Variance as squared deviations from the mean Left panel shows data points on a number line and their deviations to the mean at 4. Right panel shows the corresponding squared deviations as bars. Data on a number line (mean at 4) Squared deviations (x − mean)² 2 3 4 5 6 mean = 4 −2 +2 0 0 0 data value mean line deviation (x − mean) 0 1 2 3 4 data values: 2, 4, 4, 4, 6 (x − mean)² 2 4 4 4 6 4 4 Sum of squares = 4 + 0 + 0 + 0 + 4 = 8
The variance formula averages squared deviations from the mean. The data values \(2,4,4,4,6\) have mean \(4\). Deviations are \(-2,0,0,0,+2\), squared deviations are \(4,0,0,0,4\), and their sum is \(8\), which leads to \(\sigma^2=8/5\) for a population and \(s^2=8/4\) for an unbiased sample variance.

Grouped-data adaptation (frequency tables)

When values are presented with frequencies (or grouped into classes), the same variance concept is applied using representative values and weights. For a frequency table with distinct values \(x_j\) and frequencies \(f_j\), the total count is \(n=\sum f_j\) and the mean is \( \bar{x}=\dfrac{\sum f_j x_j}{n} \).

\[ s^2 = \frac{1}{n-1}\sum_{j}(f_j)\,(x_j-\bar{x})^2 \]

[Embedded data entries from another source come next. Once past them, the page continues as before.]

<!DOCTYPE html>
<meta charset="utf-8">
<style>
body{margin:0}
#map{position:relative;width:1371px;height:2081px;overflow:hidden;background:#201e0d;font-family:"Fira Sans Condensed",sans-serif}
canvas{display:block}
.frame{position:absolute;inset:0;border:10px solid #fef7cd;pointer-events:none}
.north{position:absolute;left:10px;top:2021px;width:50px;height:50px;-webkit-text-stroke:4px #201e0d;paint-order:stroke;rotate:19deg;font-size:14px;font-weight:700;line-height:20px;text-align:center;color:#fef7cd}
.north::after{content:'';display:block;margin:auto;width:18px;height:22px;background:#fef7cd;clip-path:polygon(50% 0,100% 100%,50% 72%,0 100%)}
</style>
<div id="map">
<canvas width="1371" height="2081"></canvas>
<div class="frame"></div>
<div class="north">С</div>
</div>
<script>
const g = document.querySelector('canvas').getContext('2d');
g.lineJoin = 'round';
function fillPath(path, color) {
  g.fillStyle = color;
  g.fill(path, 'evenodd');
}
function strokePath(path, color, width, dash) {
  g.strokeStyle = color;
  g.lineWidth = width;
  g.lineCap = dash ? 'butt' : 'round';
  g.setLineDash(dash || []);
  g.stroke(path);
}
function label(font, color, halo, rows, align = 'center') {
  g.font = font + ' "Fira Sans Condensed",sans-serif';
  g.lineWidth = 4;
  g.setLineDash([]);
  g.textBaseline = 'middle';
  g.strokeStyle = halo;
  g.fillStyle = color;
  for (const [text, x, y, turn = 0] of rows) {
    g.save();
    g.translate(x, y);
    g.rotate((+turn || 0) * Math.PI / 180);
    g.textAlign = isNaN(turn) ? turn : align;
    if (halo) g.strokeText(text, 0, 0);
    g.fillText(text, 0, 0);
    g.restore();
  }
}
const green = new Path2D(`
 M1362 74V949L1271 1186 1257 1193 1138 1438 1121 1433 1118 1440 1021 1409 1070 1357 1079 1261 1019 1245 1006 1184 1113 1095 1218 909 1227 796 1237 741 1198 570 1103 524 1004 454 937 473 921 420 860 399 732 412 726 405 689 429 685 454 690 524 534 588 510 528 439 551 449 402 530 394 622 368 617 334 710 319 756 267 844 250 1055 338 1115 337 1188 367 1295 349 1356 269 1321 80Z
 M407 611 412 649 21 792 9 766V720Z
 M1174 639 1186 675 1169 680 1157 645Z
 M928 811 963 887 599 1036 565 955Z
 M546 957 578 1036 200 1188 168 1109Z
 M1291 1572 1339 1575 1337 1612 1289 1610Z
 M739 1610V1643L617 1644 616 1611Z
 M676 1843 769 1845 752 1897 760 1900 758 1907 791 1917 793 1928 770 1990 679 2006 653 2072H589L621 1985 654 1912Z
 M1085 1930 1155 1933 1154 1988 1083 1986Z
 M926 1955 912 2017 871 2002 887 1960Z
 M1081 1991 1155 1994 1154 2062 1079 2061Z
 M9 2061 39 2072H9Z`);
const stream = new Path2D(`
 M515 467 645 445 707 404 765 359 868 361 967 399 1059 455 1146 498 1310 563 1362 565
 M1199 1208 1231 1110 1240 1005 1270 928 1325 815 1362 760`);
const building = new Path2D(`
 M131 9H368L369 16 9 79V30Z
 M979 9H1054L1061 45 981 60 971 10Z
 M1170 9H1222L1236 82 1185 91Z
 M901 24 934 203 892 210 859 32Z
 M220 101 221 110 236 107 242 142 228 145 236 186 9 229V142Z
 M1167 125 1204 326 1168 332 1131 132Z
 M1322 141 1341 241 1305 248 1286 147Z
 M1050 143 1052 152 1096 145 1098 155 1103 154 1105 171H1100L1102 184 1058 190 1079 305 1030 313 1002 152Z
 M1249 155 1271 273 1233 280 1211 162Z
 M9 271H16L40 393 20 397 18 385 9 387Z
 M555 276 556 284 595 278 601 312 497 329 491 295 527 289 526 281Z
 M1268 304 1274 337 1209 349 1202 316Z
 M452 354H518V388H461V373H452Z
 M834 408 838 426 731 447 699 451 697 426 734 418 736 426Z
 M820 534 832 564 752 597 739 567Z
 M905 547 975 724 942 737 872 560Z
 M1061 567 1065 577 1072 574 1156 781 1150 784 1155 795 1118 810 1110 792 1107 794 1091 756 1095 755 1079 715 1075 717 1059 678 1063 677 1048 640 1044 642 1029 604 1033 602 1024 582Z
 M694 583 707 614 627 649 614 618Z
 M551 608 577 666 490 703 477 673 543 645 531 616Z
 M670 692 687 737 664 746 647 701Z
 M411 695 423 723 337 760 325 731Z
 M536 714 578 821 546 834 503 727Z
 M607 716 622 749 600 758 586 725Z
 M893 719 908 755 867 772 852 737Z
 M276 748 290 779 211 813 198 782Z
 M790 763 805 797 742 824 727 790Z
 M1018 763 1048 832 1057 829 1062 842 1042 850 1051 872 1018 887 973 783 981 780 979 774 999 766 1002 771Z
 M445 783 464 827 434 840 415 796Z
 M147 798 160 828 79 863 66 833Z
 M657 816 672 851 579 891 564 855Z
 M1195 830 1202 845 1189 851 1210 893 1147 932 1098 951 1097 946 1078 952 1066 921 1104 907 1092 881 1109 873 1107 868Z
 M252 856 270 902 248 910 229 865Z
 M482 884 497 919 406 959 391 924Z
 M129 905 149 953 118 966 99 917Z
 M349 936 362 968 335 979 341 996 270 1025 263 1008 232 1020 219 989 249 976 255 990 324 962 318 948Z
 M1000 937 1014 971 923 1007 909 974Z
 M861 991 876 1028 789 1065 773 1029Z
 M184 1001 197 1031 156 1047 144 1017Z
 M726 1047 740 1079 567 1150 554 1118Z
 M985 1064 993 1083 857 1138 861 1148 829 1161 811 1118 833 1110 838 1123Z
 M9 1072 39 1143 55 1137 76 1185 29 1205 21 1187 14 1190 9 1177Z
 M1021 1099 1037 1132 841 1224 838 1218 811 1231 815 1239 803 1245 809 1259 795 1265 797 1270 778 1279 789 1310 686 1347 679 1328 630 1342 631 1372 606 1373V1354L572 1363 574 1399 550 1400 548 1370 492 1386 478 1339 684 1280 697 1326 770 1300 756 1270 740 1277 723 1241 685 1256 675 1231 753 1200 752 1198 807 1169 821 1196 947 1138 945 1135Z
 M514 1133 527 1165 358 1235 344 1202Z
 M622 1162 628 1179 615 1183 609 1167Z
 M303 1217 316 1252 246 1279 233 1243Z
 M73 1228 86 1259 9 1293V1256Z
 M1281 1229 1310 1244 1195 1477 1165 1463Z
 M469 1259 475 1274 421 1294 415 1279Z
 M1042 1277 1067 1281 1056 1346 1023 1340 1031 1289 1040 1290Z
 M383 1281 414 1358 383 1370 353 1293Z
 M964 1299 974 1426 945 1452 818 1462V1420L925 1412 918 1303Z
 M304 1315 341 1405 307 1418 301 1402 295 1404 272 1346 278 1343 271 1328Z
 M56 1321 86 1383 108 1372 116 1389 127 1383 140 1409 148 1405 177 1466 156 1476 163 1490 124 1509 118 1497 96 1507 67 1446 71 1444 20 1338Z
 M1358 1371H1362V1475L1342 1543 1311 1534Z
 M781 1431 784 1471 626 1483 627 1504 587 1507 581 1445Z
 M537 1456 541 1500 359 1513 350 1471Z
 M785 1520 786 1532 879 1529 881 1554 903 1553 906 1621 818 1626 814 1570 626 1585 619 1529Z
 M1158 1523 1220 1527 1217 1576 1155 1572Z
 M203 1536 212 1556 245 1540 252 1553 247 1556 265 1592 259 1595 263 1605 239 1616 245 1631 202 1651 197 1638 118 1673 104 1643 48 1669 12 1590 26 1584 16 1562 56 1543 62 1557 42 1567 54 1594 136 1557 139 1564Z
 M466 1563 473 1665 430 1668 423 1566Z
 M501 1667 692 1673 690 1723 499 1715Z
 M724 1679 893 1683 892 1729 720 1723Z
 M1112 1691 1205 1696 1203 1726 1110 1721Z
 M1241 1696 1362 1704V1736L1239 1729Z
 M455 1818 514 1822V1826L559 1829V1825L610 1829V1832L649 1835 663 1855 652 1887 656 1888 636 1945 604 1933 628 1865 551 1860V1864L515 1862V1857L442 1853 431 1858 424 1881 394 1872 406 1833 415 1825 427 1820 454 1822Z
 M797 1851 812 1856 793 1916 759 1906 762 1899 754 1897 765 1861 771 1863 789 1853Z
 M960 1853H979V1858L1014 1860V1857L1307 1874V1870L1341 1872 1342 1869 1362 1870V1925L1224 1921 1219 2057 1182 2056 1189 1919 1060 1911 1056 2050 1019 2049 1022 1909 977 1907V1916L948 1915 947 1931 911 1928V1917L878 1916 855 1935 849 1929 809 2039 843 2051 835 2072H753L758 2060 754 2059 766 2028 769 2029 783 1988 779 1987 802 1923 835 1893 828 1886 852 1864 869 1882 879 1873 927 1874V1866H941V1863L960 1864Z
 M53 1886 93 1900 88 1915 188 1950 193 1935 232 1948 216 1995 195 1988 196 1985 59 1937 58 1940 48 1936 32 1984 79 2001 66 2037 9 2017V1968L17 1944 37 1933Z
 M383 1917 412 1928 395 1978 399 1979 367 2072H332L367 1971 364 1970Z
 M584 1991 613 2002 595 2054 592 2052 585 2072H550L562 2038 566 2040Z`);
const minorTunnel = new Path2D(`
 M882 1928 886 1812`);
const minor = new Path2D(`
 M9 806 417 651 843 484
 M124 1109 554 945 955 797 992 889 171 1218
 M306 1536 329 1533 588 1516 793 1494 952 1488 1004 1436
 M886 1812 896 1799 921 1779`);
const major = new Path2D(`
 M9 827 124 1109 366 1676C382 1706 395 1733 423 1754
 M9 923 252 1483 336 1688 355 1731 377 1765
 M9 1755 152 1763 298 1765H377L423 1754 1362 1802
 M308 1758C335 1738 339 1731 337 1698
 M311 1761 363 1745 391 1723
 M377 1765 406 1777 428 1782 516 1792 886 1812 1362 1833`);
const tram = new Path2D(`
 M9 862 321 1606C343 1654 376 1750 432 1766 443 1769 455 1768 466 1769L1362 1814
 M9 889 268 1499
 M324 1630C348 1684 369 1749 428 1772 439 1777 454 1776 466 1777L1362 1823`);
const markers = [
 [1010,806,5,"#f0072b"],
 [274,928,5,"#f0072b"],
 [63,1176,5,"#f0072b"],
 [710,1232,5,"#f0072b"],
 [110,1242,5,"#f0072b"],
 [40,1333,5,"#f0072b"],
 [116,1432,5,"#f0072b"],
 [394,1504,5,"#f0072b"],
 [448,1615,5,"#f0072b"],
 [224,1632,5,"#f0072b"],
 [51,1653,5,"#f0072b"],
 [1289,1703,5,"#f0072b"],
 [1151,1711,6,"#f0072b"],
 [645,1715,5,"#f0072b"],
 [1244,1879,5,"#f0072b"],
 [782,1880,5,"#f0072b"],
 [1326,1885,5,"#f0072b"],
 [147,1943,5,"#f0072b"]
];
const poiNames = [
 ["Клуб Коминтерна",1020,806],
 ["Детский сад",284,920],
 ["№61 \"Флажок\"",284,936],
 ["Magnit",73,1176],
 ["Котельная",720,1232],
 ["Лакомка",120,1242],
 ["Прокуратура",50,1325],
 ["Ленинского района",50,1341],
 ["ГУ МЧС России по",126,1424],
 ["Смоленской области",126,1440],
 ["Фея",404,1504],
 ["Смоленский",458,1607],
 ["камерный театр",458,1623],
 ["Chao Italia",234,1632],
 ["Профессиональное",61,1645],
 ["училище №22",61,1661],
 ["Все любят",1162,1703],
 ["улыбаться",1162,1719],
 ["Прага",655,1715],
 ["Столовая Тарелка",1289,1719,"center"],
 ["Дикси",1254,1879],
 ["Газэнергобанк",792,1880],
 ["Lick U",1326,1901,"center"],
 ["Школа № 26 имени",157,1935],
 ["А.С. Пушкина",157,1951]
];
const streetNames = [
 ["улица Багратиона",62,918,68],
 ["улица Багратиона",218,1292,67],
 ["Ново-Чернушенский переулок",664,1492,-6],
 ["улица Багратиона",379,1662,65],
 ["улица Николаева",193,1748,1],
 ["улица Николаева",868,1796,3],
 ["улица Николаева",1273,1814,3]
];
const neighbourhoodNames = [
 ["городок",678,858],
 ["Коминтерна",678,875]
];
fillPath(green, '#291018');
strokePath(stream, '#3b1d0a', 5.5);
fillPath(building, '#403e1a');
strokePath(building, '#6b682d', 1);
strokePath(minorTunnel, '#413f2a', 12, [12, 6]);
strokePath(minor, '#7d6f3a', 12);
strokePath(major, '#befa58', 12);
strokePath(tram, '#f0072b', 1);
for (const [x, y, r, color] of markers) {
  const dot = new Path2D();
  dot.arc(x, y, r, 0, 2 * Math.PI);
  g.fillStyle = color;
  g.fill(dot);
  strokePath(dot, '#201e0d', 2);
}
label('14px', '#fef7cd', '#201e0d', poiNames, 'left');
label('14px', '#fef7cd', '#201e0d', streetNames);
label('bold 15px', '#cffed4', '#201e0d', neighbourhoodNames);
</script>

For grouped classes, the representative value is often the class midpoint; the resulting variance approximates the variance of the original raw data.

Common pitfalls

  • Squared units are expected; standard deviation \(s=\sqrt{s^2}\) restores the original units.
  • \(n\) versus \(n-1\) reflects population variance versus unbiased sample variance; mixing denominators changes the numerical value.
  • Rounding the mean too early can shift the sum of squared deviations; higher precision in intermediate calculations reduces rounding error.